Graphical Granger Causality by Information-Theoretic Criteria

Causal inference by a graphical Granger model (GGM) among p variables is typically solved by p penalized linear regression problems in time series with a given lag. In practice however, the estimates of a penalized linear regression after a finite number of steps can be still far from the optimum. Furthermore, the selection of the regularization parameter, influencing the precision of the model is not trivial, especially when the corresponding design matrix is super-collinear. In this paper, for the first time we concept a graphical Granger model as an instance of combinatorial optimization. Computing maximum likelihood (ML) estimates of the regression coefficients and of the variance for each of p variables we propose an information-theoretic graphical Granger model (ITGGM). In the sense of information theory, the criterion to be minimized is the complexity of the class of the selected models together with the complexity of the data set.

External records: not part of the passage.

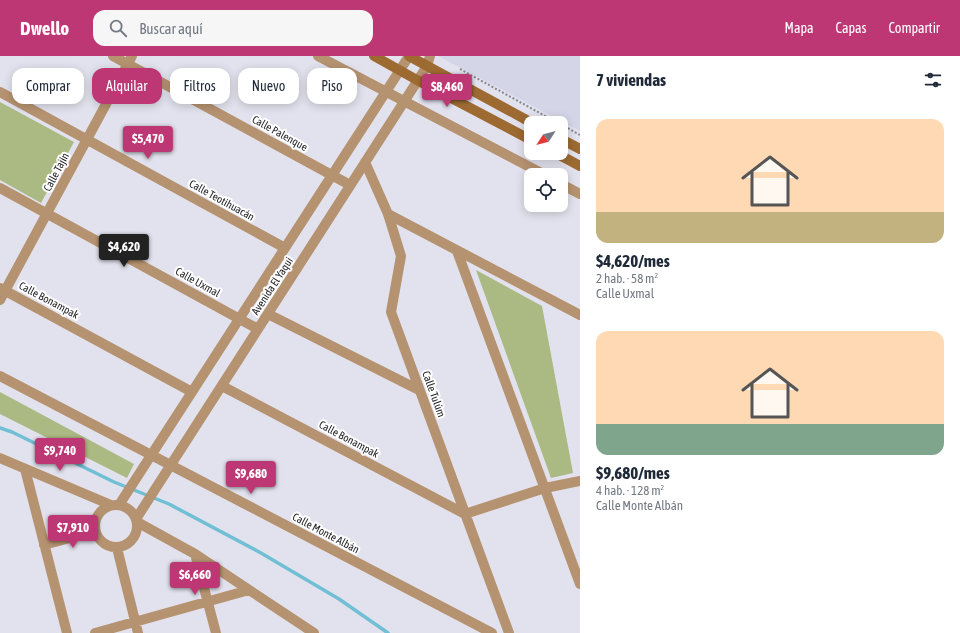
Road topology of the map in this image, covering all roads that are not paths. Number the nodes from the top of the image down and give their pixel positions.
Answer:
1 (113, 56) edge
2 (318, 56) edge
3 (374, 56) edge
4 (409, 56) edge
5 (130, 60) edge
6 (428, 61) edge
7 (400, 70) junction
8 (417, 80) junction
9 (0, 92) edge
10 (386, 92) junction
11 (404, 101) junction
12 (524, 118) edge
13 (524, 136) edge
14 (87, 140) junction
15 (568, 143) edge
16 (580, 149) edge
17 (568, 160) edge
18 (365, 162) junction
19 (580, 166) edge
20 (532, 168) edge
21 (332, 175) junction
22 (350, 185) junction
23 (0, 188) edge
24 (568, 188) edge
25 (580, 194) edge
26 (47, 213) junction
27 (388, 214) junction
28 (285, 248) junction
29 (457, 251) junction
30 (3, 289) edge
31 (0, 300) edge
32 (268, 314) junction
33 (580, 315) edge
34 (239, 318) junction
35 (258, 329) junction
36 (0, 376) edge
37 (222, 386) junction
38 (419, 390) junction
39 (192, 392) junction
40 (151, 455) junction
41 (0, 458) edge
42 (171, 465) junction
43 (25, 469) junction
44 (580, 481) edge
45 (544, 488) junction
46 (115, 505) junction
47 (465, 514) junction
48 (137, 520) junction
49 (95, 531) junction
50 (44, 545) junction
51 (117, 548) junction
52 (195, 554) junction
53 (580, 584) edge
54 (249, 590) junction
55 (208, 601) junction
56 (135, 622) junction
57 (302, 628) edge
58 (67, 633) edge
59 (95, 633) edge
60 (138, 633) edge
61 (216, 633) edge
62 (314, 633) edge
63 (492, 633) edge
64 (509, 633) edge

1 - 5 street, Calle Palenque
2 - 10 street
3 - 7 main road
4 - 6 main road
4 - 7 street, Avenida El Yaqui
5 - 14 street, Calle Tajín
5 - 21 street, Calle Palenque
6 - 8 street, Avenida El Yaqui
6 - 12 main road
7 - 8 main road
7 - 10 street, Avenida El Yaqui
8 - 11 street, Avenida El Yaqui
8 - 13 main road
9 - 14 street, Calle Teotihuacán
10 - 11 street
10 - 21 street, Avenida El Yaqui
11 - 18 street, Avenida El Yaqui
11 - 20 street
14 - 26 street, Calle Tajín
14 - 28 street, Calle Teotihuacán
15 - 16 main road
17 - 19 main road
18 - 22 street, Avenida El Yaqui
18 - 27 street, Calle Tulúm
21 - 22 street, Calle Palenque
21 - 28 street, Avenida El Yaqui
22 - 32 street, Avenida El Yaqui
23 - 26 street, Calle Uxmal
24 - 25 street
26 - 30 street, Calle Tajín
26 - 34 street, Calle Uxmal
27 - 29 street
27 - 38 street, Calle Tulúm
28 - 34 street, Avenida El Yaqui
29 - 33 street
29 - 45 street
30 - 31 street, Calle Tajín
30 - 39 street, Calle Bonampak
32 - 35 street, Avenida El Yaqui
32 - 38 street
34 - 35 street, Calle Uxmal
34 - 39 street, Avenida El Yaqui
35 - 37 street, Avenida El Yaqui
36 - 40 street, Calle Monte Albán
37 - 42 street, Avenida El Yaqui
37 - 47 street, Calle Bonampak
38 - 47 street, Calle Tulúm
39 - 40 street, Avenida El Yaqui
40 - 42 street, Calle Monte Albán
40 - 46 street, Avenida El Yaqui
41 - 43 street
42 - 48 street, Avenida El Yaqui
42 - 63 street, Calle Monte Albán
43 - 46 street
43 - 50 street
44 - 45 street
45 - 47 street
45 - 53 street
46 - 48 street
46 - 49 street
47 - 64 street, Calle Tulúm
48 - 51 street
48 - 52 street
49 - 50 street
49 - 51 street
50 - 58 street
51 - 56 street
52 - 54 street
52 - 55 street
54 - 55 street
54 - 57 street
55 - 56 street
55 - 61 street
56 - 59 street
56 - 60 street
57 - 62 street

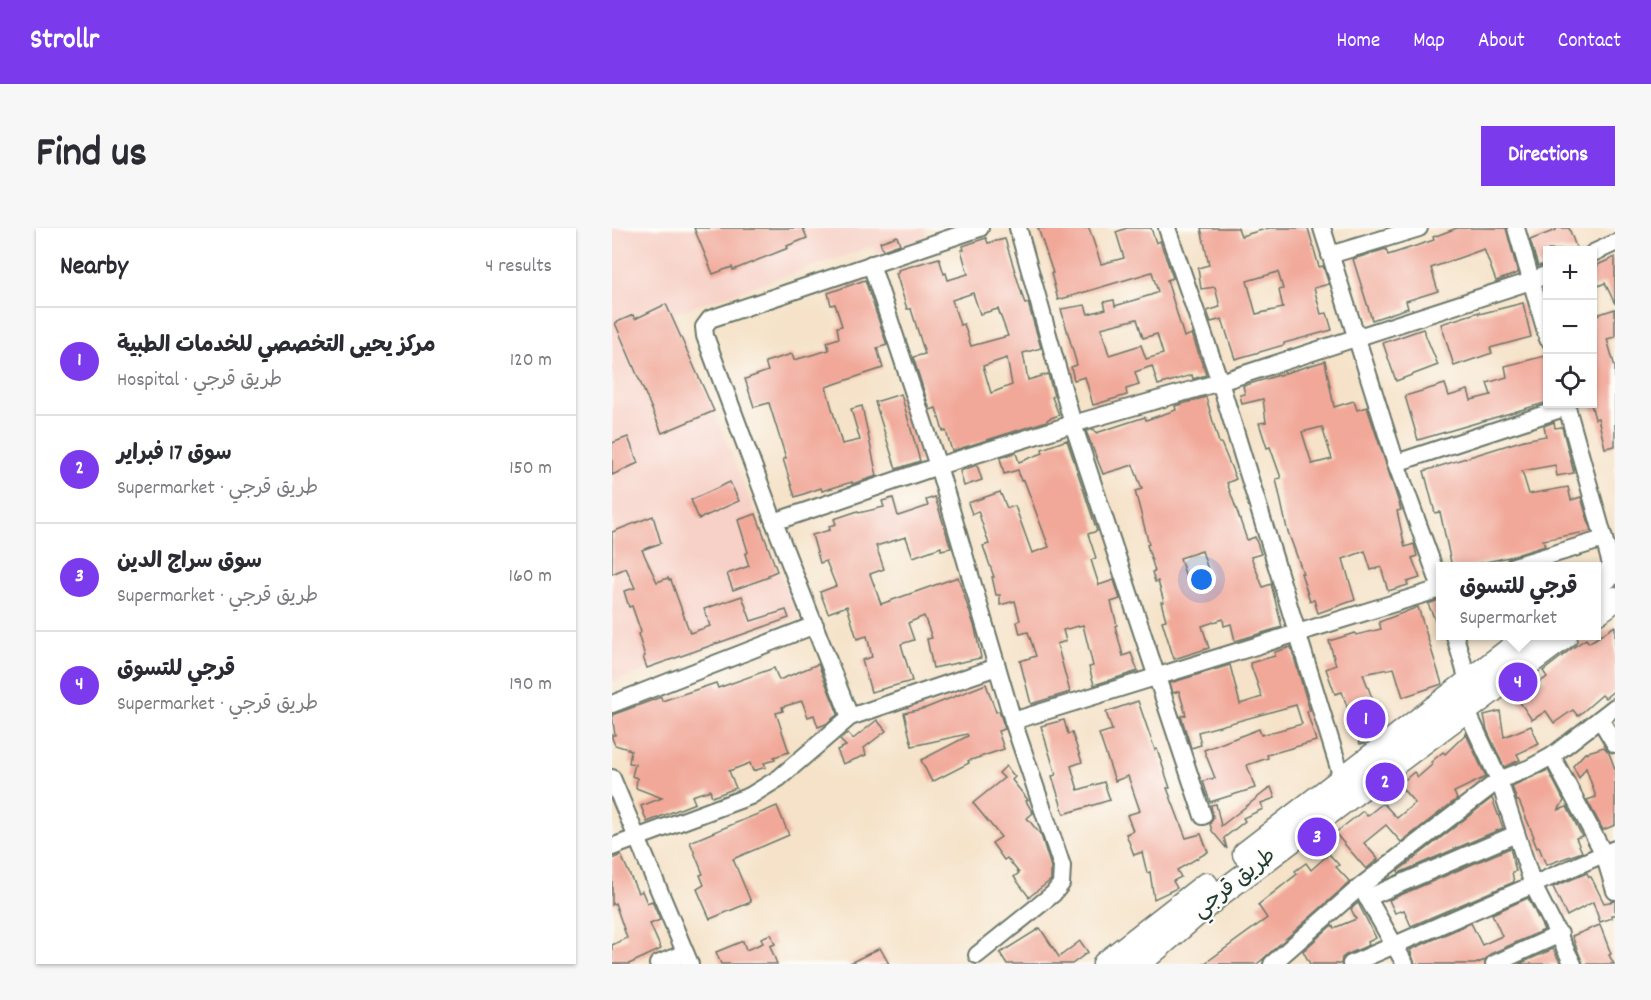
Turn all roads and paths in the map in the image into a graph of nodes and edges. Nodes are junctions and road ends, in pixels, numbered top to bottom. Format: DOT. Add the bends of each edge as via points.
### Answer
graph roads {
  1 [pos="980,228"];
  2 [pos="1018,228"];
  3 [pos="1167,228"];
  4 [pos="1322,228"];
  5 [pos="1419,228"];
  6 [pos="1516,228"];
  7 [pos="1615,243"];
  8 [pos="1597,251"];
  9 [pos="1330,255"];
  10 [pos="871,264"];
  11 [pos="1543,276"];
  12 [pos="1531,281"];
  13 [pos="1543,322"];
  14 [pos="1358,338"];
  15 [pos="1220,382"];
  16 [pos="1557,408"];
  17 [pos="1567,408"];
  18 [pos="1073,424"];
  19 [pos="1396,463"];
  20 [pos="938,466"];
  21 [pos="774,522"];
  22 [pos="1604,539"];
  23 [pos="1530,562"];
  24 [pos="1608,575"];
  25 [pos="1436,576"];
  26 [pos="1436,588"];
  27 [pos="1615,599"];
  28 [pos="1601,609"];
  29 [pos="815,625"];
  30 [pos="1297,634"];
  31 [pos="1456,640"];
  32 [pos="1523,640"];
  33 [pos="1561,640"];
  34 [pos="997,667"];
  35 [pos="1158,676"];
  36 [pos="1468,681"];
  37 [pos="612,704"];
  38 [pos="1615,707"];
  39 [pos="1466,709"];
  40 [pos="850,717"];
  41 [pos="1600,719"];
  42 [pos="1013,721"];
  43 [pos="1615,744"];
  44 [pos="1552,756"];
  45 [pos="612,778"];
  46 [pos="1342,778"];
  47 [pos="1499,780"];
  48 [pos="1203,816"];
  49 [pos="1516,834"];
  50 [pos="637,837"];
  51 [pos="612,847"];
  52 [pos="1609,852"];
  53 [pos="1533,885"];
  54 [pos="1615,891"];
  55 [pos="1364,892"];
  56 [pos="1560,934"];
  57 [pos="1395,945"];
  58 [pos="976,955"];
  59 [pos="688,959"];
  60 [pos="658,964"];
  61 [pos="1105,964"];
  62 [pos="1138,964"];
  63 [pos="1272,964"];
  64 [pos="1351,964"];
  65 [pos="1404,964"];
  66 [pos="1494,964"];
  67 [pos="1573,964"];
  1 -- 10 [label="street"];
  2 -- 18 [label="street"];
  3 -- 15 [label="street"];
  4 -- 9 [label="street"];
  5 -- 9 [label="street"];
  6 -- 12 [label="street"];
  7 -- 8 [label="street"];
  9 -- 14 [label="street"];
  10 -- 20 [label="street"];
  10 -- 21 [label="street" via="710,319 704,327"];
  11 -- 12 [label="street"];
  12 -- 13 [label="street"];
  12 -- 14 [label="street"];
  14 -- 15 [label="street"];
  14 -- 19 [label="street"];
  15 -- 18 [label="street"];
  15 -- 30 [label="street"];
  16 -- 19 [label="street"];
  17 -- 22 [label="street"];
  18 -- 20 [label="street"];
  18 -- 35 [label="street"];
  19 -- 25 [label="street"];
  20 -- 21 [label="street"];
  20 -- 34 [label="street"];
  21 -- 29 [label="street"];
  22 -- 23 [label="street"];
  22 -- 24 [label="street"];
  26 -- 30 [label="street"];
  27 -- 28 [label="highway"];
  29 -- 37 [label="street"];
  29 -- 40 [label="street"];
  30 -- 35 [label="street"];
  30 -- 46 [label="street"];
  31 -- 36 [label="street"];
  32 -- 36 [label="highway, طريق قرجي"];
  33 -- 39 [label="highway, طريق قرجي"];
  34 -- 40 [label="street"];
  34 -- 42 [label="street"];
  35 -- 42 [label="street"];
  35 -- 48 [label="street"];
  36 -- 46 [label="highway, طريق قرجي"];
  38 -- 41 [label="street"];
  39 -- 47 [label="street"];
  39 -- 62 [label="highway, طريق قرجي" via="1221,893"];
  40 -- 50 [label="street" via="757,793"];
  41 -- 43 [label="street"];
  41 -- 44 [label="street"];
  42 -- 58 [label="street" via="1062,866 1061,884"];
  44 -- 47 [label="street"];
  44 -- 52 [label="street"];
  45 -- 50 [label="street"];
  46 -- 61 [label="highway, طريق قرجي"];
  47 -- 49 [label="street"];
  47 -- 55 [label="street"];
  49 -- 53 [label="street"];
  49 -- 55 [label="street"];
  50 -- 51 [label="street"];
  50 -- 59 [label="street"];
  52 -- 53 [label="street"];
  52 -- 54 [label="street"];
  53 -- 56 [label="street"];
  53 -- 57 [label="street"];
  55 -- 57 [label="street"];
  55 -- 63 [label="street"];
  56 -- 66 [label="street"];
  56 -- 67 [label="street"];
  57 -- 64 [label="street"];
  57 -- 65 [label="street"];
  59 -- 60 [label="street"];
}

Following this idea, we propose four various information-theoretic (IT) objective functions based on stochastic complexity, on minimum message length, on Akaike and on Bayesian information criterion. To find their minima we propose a genetic algorithm operating with populations of subsets of regressor variables. The feature selection by the ITGGM with any of the functions is parameter-free in the sense that beside the ML estimates which are for each and within the model constant, no adjustable parameter is added into these objective functions. We further provide a theoretical analysis of the convergence properties of the GGM with the proposed IT functions. We test the performance of the functions in terms of F-1 measure with respect to two common penalized GGMs on synthetic and real data. The experiments demonstrate the significant superiority of the IT criteria in terms of F-1 measure over the two alternatives of the penalized GGM for Granger causal inference.